Al ser consultado si el conflicto por Malvinas es utilizado por el Gobierno británico para tapar problemas domésticos, tal como el Ejecutivo argentino le replica al premier inglés David Cameron, se negó a relacionarlo aunque hizo un comentario particular sobre la relación entre la coyuntura argentina y Malvinas.
"Creo que un argentino común quiere tener un buen empleo con un buen ingreso para su familia.

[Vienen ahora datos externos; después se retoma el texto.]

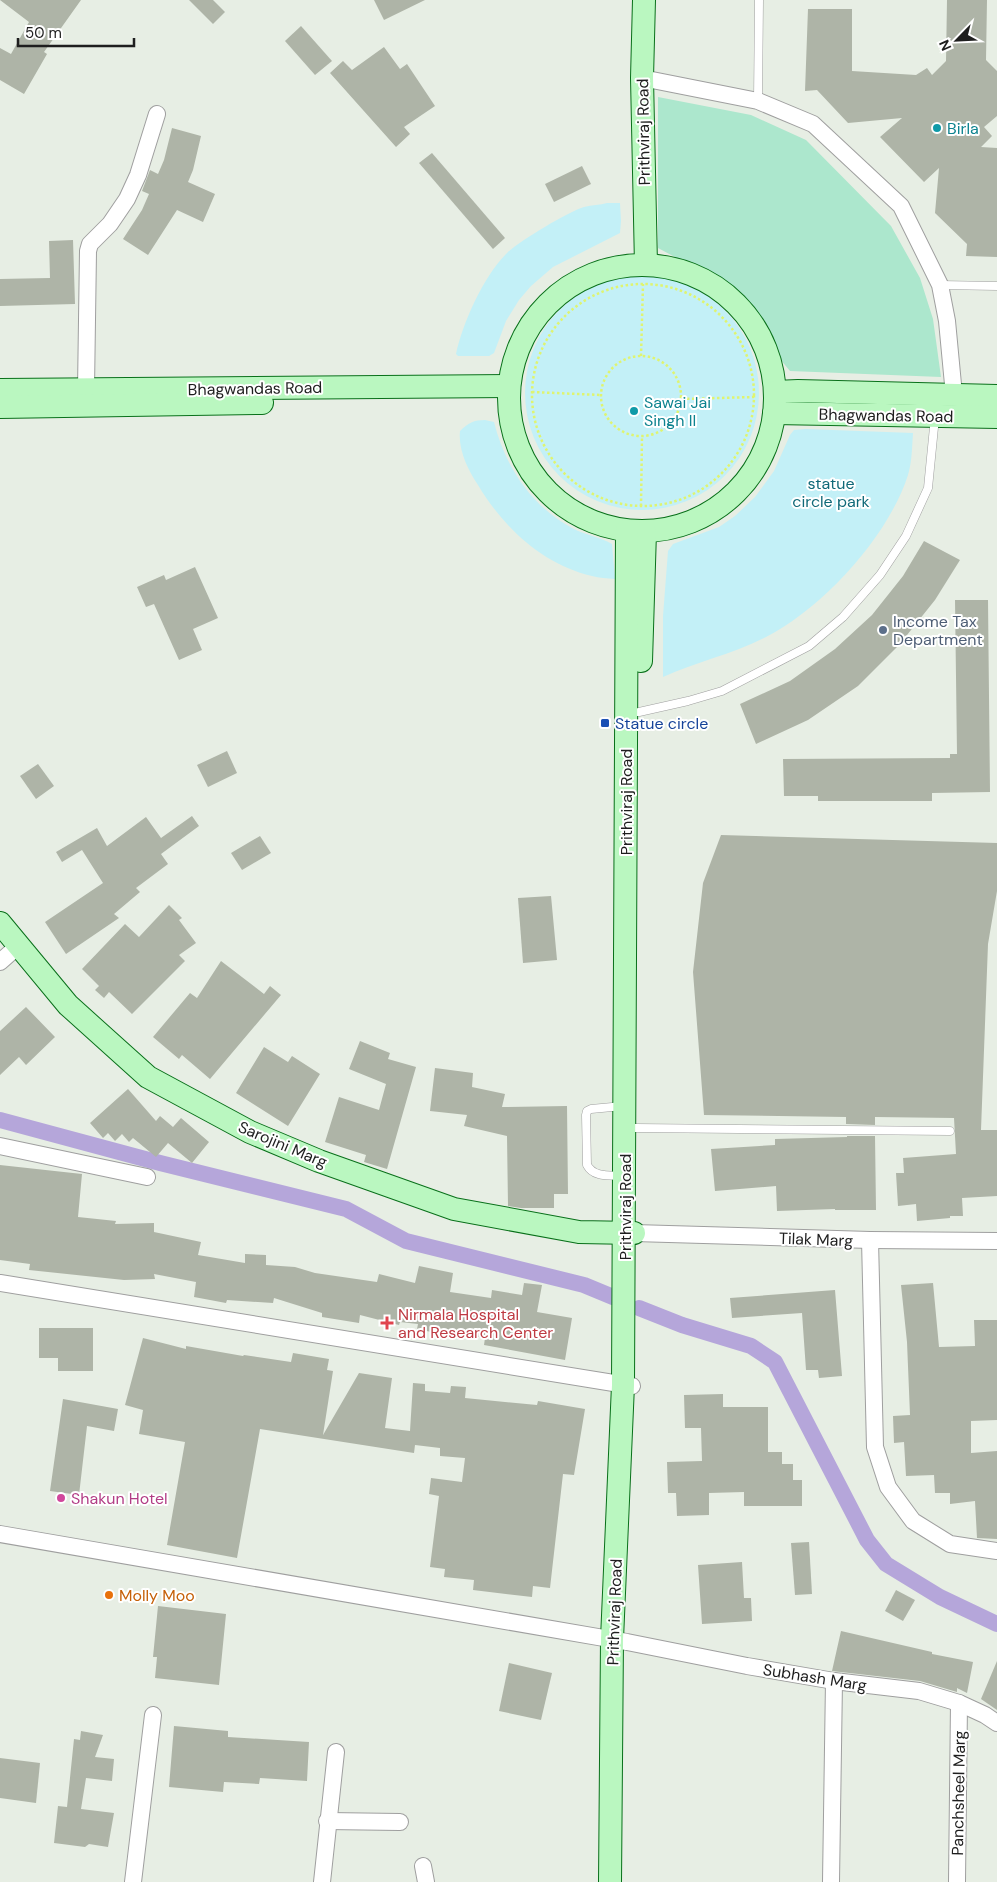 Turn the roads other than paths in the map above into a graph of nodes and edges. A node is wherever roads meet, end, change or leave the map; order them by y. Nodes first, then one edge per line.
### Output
1 (644, 0) edge
2 (759, 0) edge
3 (642, 78) junction
4 (758, 101) junction
5 (157, 114) dead end
6 (644, 274) junction
7 (940, 285) junction
8 (997, 286) edge
9 (0, 390) edge
10 (86, 390) junction
11 (508, 393) junction
12 (997, 396) edge
13 (768, 401) junction
14 (939, 404) junction
15 (0, 407) edge
16 (997, 417) edge
17 (636, 532) junction
18 (639, 712) junction
19 (0, 923) edge
20 (18, 946) junction
21 (0, 962) edge
22 (632, 1113) junction
23 (950, 1131) dead end
24 (0, 1146) edge
25 (630, 1176) junction
26 (148, 1177) dead end
27 (629, 1233) junction
28 (870, 1240) junction
29 (997, 1240) edge
30 (0, 1283) edge
31 (628, 1386) junction
32 (0, 1534) edge
33 (997, 1551) edge
34 (620, 1641) junction
35 (834, 1681) junction
36 (959, 1703) junction
37 (153, 1715) dead end
38 (997, 1723) edge
39 (336, 1752) dead end
40 (327, 1821) junction
41 (400, 1822) dead end
42 (133, 1882) edge
43 (322, 1882) edge
44 (610, 1882) edge
45 (624, 1882) edge
46 (831, 1882) edge
47 (957, 1882) edge

1 - 3 street, Prithviraj Road
2 - 4 lane
3 - 4 street
3 - 6 street, Prithviraj Road
4 - 7 street
5 - 10 street
6 - 11 street
6 - 13 street
7 - 8 lane
7 - 14 street
9 - 10 street, Bhagwandas Road
10 - 11 street, Bhagwandas Road
11 - 15 street, Bhagwandas Road
11 - 17 street
12 - 14 street, Bhagwandas Road
13 - 14 street, Bhagwandas Road
13 - 17 street
14 - 16 street, Bhagwandas Road
14 - 18 lane
17 - 18 street, Prithviraj Road
17 - 22 street, Prithviraj Road
18 - 22 street, Prithviraj Road
19 - 20 street, Sarojini Marg
20 - 21 street
20 - 27 street, Sarojini Marg
22 - 23 lane
22 - 25 street, Prithviraj Road
22 - 25 lane
24 - 26 street
25 - 27 street, Prithviraj Road
27 - 28 street, Tilak Marg
27 - 31 street, Prithviraj Road
28 - 29 street, Tilak Marg
28 - 33 street
30 - 31 street
31 - 34 street, Prithviraj Road
32 - 34 street, Subhash Marg
34 - 35 street, Subhash Marg
34 - 44 street, Prithviraj Road
34 - 45 street, Prithviraj Road
35 - 36 street, Subhash Marg
35 - 46 street
36 - 38 street, Subhash Marg
36 - 47 street, Panchsheel Marg
37 - 42 street
39 - 40 street
40 - 41 street
40 - 43 street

Si fuese argentino, para mí sería mas importante tener una economía estable, baja inflación y puestos de trabajo, que las Malvinas, que la mayoría de los argentino nunca ha visitado y que no hace ninguna diferencia a sus vidas", afirmó Browne.
Cameron se encuentra arrinconado por la crisis económica que sacude a Europa, y tras imponer fuertes ajustes que incluyeron miles de despidos, enfrenta un fuerte malestar social.

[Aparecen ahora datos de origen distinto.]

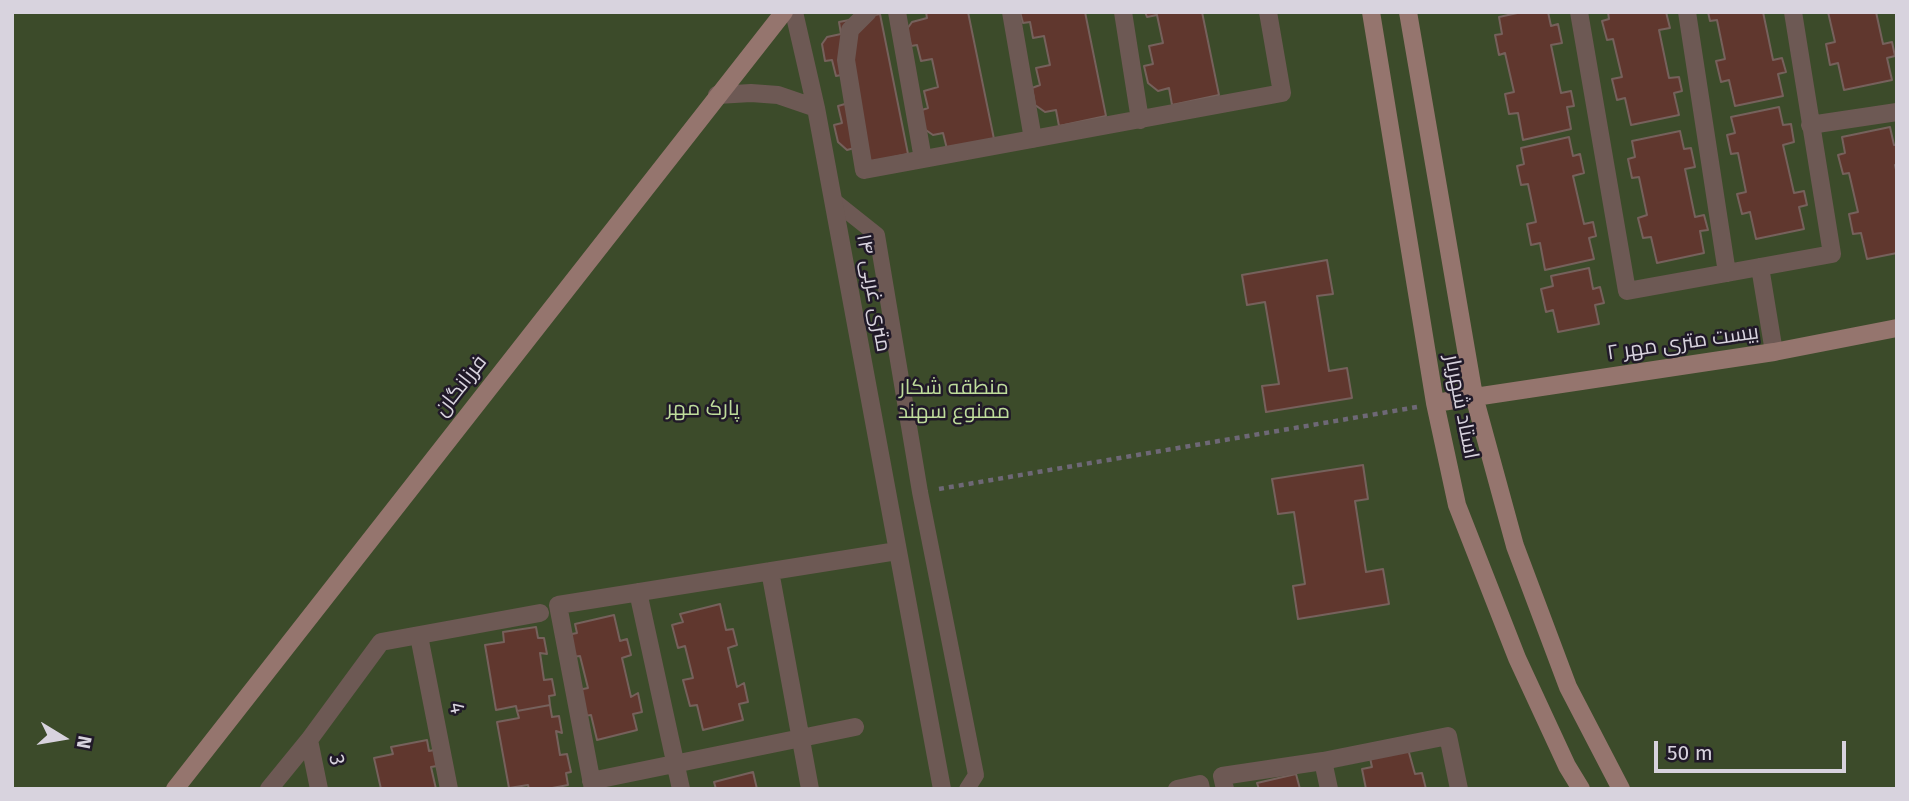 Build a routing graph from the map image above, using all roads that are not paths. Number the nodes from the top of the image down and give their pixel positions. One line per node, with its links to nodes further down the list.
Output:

En una entrevista concedida al diario El Mercurio de Chile, el funcionario británico se quejó de las medidas adoptadas por Argentina que dificultan la administración de insumos básico para las islas, como el decreto 256 q establece que todo barco que se proponga transitar entre los puertos del país y Malvinas deberán solicitar autorización previa.

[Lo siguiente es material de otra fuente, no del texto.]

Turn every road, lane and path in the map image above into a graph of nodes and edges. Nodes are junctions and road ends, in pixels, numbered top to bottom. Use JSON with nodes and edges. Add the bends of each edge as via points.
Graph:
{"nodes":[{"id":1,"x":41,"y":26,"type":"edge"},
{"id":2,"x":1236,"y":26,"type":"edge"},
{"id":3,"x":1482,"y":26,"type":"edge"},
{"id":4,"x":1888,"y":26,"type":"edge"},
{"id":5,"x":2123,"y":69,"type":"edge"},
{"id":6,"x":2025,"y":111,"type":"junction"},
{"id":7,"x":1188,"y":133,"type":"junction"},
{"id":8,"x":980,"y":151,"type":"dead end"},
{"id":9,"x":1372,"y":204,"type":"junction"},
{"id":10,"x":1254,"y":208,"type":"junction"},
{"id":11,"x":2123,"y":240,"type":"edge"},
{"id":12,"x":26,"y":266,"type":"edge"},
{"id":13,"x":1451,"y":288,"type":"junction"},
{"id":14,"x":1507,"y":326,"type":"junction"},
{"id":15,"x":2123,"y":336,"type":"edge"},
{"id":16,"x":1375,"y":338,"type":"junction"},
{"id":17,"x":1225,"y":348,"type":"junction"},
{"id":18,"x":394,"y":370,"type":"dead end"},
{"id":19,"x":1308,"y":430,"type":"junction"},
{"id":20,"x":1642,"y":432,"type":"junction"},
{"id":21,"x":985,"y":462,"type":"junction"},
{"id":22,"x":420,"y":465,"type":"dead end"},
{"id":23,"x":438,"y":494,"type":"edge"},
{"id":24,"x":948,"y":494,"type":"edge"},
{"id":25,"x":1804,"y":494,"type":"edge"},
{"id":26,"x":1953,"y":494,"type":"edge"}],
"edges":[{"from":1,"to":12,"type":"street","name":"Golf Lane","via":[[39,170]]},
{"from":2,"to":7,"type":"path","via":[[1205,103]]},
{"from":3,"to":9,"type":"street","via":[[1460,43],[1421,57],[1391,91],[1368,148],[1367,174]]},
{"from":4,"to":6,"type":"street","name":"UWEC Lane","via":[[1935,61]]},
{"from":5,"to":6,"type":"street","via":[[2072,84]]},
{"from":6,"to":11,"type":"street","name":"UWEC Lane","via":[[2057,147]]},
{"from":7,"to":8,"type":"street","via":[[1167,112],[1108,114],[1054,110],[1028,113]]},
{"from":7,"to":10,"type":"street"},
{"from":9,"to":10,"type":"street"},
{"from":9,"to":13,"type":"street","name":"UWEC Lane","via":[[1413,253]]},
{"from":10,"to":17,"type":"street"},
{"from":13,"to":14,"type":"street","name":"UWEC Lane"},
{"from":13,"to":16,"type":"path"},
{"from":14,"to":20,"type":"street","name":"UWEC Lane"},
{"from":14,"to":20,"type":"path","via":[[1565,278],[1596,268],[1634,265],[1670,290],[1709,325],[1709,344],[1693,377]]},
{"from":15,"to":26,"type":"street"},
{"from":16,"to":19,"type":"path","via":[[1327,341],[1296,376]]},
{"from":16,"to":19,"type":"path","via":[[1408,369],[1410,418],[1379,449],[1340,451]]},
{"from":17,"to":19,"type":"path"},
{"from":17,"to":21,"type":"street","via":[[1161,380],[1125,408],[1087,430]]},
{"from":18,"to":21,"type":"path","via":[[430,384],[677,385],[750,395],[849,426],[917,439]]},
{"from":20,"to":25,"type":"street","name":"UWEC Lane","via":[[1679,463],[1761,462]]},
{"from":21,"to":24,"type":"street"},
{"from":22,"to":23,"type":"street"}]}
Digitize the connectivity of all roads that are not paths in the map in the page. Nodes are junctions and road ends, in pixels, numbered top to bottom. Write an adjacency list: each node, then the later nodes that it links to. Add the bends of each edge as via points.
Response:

"Esperamos que la gente en Chile, Brasil, Uruguay, y otros países vea que no esta bien cuando un país grande y poderosos establece un bloqueo para tratar de reducir la calidad de vida de la gente que vive en unas islas remotas", indicó con doble estándar el funcionario, ya que Londres siempre apoyó el bloqueo impuesto por Estados Unidos a Cuba.
"La posición de Gran Bretaña sobre la soberanía de las islas ya es conocida y se basa en el derecho de autodeterminación de los pueblos para decidir su propio futuro, un principio consagrado por Naciones Unidas", explicó el funcionario.
"Nos parece que es un buen principio que creo es bien entendido por todos los países. No veo que haya muchos países en el mundo diciendo que no quieren el derecho a la autodeterminación y que, por el contrario, creen que deben ser despojados de su derecho, puestos en manos de otro país y forzados a actuar contra su voluntad", agregó.
Por otra parte, Browne aseguró que "hace 30 años" Londres aprendió que aunque no consideren la vía militar, "siempre hay que estar preparados". Dejó abierta así, un posible nuevo enfrentamiento.
"Creemos que las Falklands (Malvinas) están bien defendidas y tenemos que defenderlas por la situación política creada por Argentina. No queremos iniciar un conflicto militar en Atlántico Sur pero hemos aprendido que siempre hay que estar preparados, incluso si uno quiere ser pacífico, y la gente de las Falklands (Malvinas) quiere vivir en paz para determinar su propio futuro. Lo aprendimos hace 30 años", sostuvo el secretario inglés.